Task to carry out: Please transcribe the data that follows without the pictures, keeping every word the same.

* * * * * * *

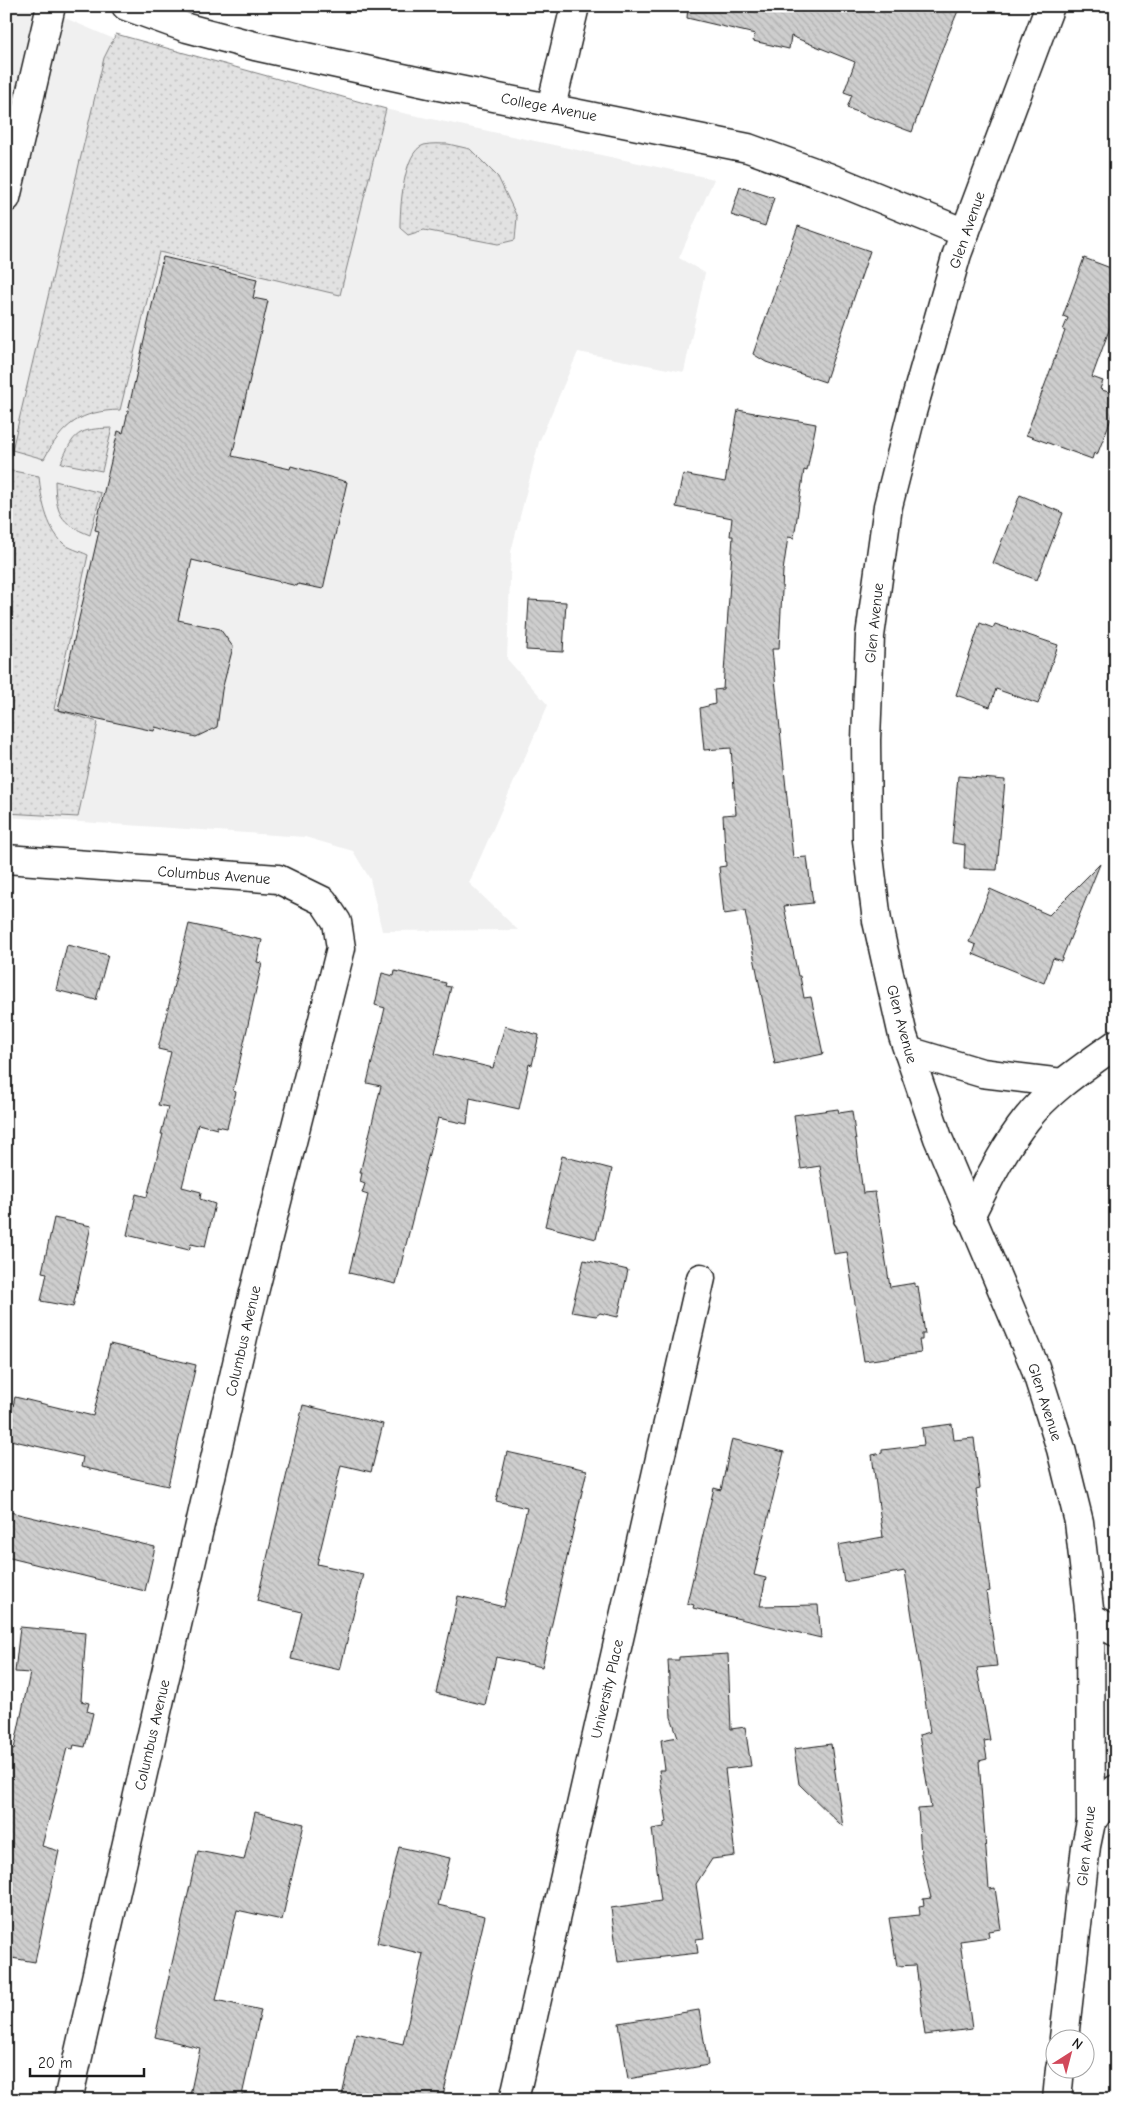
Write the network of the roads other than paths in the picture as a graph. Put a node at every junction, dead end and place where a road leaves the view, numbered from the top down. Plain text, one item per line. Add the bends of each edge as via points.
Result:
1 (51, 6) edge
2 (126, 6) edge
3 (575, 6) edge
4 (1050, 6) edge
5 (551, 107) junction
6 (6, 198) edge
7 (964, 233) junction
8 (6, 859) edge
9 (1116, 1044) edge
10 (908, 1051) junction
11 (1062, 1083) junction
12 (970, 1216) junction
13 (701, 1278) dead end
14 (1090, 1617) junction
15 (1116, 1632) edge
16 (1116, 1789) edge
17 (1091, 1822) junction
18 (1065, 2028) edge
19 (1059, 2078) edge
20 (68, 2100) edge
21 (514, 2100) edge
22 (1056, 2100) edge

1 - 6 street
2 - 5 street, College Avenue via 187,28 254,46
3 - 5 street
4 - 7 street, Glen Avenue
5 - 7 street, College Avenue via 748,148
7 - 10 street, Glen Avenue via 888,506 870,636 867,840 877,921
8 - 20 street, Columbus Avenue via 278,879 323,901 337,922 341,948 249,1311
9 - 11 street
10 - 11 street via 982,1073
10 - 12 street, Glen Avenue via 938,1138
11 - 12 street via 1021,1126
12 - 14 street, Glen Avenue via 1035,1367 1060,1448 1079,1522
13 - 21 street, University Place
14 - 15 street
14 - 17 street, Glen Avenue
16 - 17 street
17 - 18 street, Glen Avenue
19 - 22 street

* * * * * * *

Written response:
Write the network of the roads other than paths in the picture as a graph. Put a node at every junction, dead end and place where a road leaves the view, numbered from the top down. Plain text, one item per line. Add the bends of each edge as via points.
Result:
1 (51, 6) edge
2 (126, 6) edge
3 (575, 6) edge
4 (1050, 6) edge
5 (551, 107) junction
6 (6, 198) edge
7 (964, 233) junction
8 (6, 859) edge
9 (1116, 1044) edge
10 (908, 1051) junction
11 (1062, 1083) junction
12 (970, 1216) junction
13 (701, 1278) dead end
14 (1090, 1617) junction
15 (1116, 1632) edge
16 (1116, 1789) edge
17 (1091, 1822) junction
18 (1065, 2028) edge
19 (1059, 2078) edge
20 (68, 2100) edge
21 (514, 2100) edge
22 (1056, 2100) edge

1 - 6 street
2 - 5 street, College Avenue via 187,28 254,46
3 - 5 street
4 - 7 street, Glen Avenue
5 - 7 street, College Avenue via 748,148
7 - 10 street, Glen Avenue via 888,506 870,636 867,840 877,921
8 - 20 street, Columbus Avenue via 278,879 323,901 337,922 341,948 249,1311
9 - 11 street
10 - 11 street via 982,1073
10 - 12 street, Glen Avenue via 938,1138
11 - 12 street via 1021,1126
12 - 14 street, Glen Avenue via 1035,1367 1060,1448 1079,1522
13 - 21 street, University Place
14 - 15 street
14 - 17 street, Glen Avenue
16 - 17 street
17 - 18 street, Glen Avenue
19 - 22 street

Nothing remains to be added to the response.